• _DATASET EXTRACT_:
BEGIN

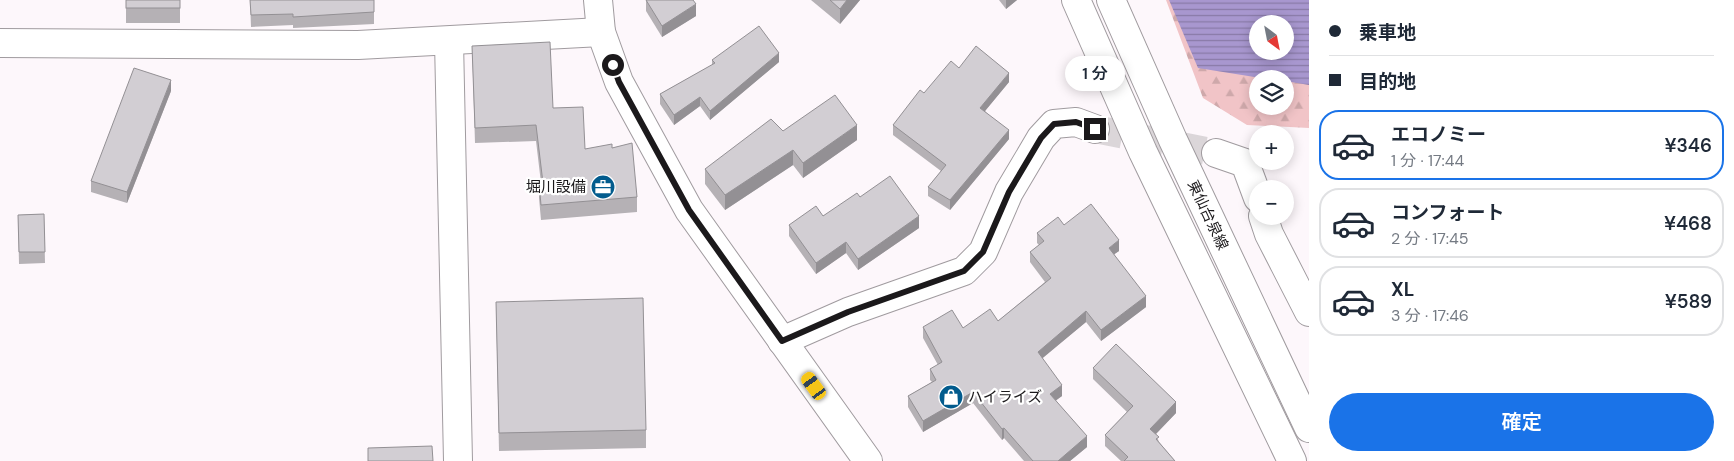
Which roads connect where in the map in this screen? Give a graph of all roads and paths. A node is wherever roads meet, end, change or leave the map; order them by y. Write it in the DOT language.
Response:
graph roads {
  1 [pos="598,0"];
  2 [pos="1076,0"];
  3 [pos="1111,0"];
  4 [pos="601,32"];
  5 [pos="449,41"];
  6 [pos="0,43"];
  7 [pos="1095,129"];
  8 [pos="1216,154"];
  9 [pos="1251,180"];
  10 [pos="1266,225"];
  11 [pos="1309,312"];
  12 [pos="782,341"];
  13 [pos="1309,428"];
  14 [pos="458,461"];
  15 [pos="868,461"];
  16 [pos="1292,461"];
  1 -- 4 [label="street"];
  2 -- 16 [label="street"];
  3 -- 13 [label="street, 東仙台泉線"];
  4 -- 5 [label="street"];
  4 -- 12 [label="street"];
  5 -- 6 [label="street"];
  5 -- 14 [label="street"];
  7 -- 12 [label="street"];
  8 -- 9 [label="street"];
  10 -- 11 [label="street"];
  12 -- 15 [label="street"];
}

END
BEGIN

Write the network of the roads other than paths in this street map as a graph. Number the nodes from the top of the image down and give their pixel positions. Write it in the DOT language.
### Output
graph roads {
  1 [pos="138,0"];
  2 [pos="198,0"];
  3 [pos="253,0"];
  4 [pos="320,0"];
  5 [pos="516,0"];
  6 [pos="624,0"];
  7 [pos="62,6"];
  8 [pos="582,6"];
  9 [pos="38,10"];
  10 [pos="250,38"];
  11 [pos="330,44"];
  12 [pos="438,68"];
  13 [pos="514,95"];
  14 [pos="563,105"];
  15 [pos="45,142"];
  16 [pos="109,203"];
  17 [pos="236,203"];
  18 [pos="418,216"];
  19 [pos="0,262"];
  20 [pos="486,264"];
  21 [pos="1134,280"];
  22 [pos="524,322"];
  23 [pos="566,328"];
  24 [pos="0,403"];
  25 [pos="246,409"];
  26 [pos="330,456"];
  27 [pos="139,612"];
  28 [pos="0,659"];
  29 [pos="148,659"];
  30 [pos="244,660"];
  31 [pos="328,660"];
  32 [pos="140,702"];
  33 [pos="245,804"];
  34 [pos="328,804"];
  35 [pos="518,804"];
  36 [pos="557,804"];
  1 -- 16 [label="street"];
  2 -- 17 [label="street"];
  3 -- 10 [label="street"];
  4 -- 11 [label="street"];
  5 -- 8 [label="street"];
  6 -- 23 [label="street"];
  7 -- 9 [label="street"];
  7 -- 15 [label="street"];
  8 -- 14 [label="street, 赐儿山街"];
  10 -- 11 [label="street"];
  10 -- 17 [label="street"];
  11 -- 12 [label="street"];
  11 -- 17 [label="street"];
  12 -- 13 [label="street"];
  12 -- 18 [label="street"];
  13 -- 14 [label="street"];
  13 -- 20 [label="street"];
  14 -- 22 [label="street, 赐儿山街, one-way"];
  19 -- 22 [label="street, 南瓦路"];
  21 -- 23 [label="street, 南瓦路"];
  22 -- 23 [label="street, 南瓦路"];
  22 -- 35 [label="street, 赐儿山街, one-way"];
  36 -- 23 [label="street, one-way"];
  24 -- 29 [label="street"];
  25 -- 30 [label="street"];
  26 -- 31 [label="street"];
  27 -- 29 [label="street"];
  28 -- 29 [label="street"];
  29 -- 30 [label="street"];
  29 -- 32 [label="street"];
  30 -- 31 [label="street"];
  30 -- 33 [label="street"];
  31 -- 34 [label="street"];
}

END
BEGIN

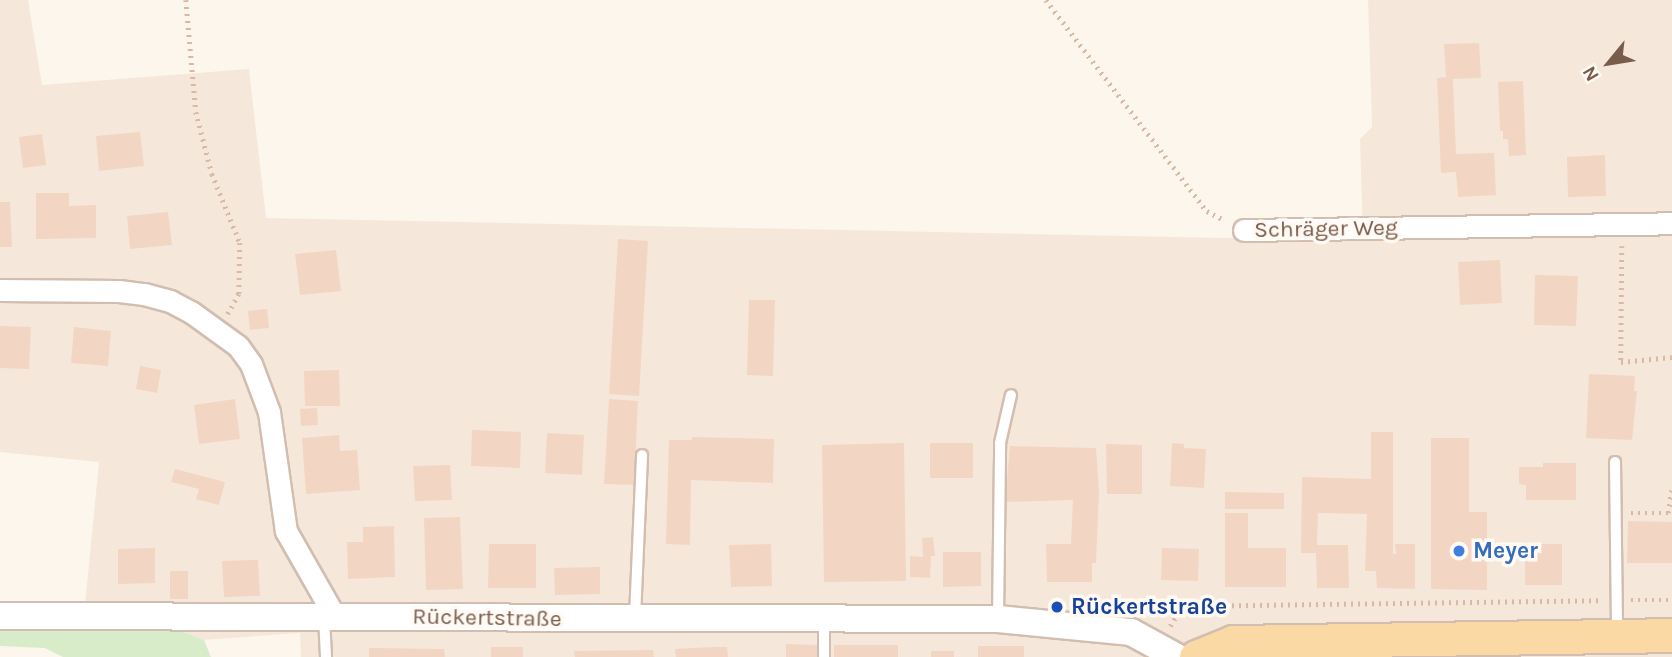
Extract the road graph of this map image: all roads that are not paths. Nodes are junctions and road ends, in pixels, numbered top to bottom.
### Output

END

• _EXERCISE DESCRIPTION_: What lines in the data above contain the word "Write"? Copy them all.

• _RESPONSE AREA_:
Which roads connect where in the map in this screen? Give a graph of all roads and paths. A node is wherever roads meet, end, change or leave the map; order them by y. Write it in the DOT language.
Write the network of the roads other than paths in this street map as a graph. Number the nodes from the top of the image down and give their pixel positions. Write it in the DOT language.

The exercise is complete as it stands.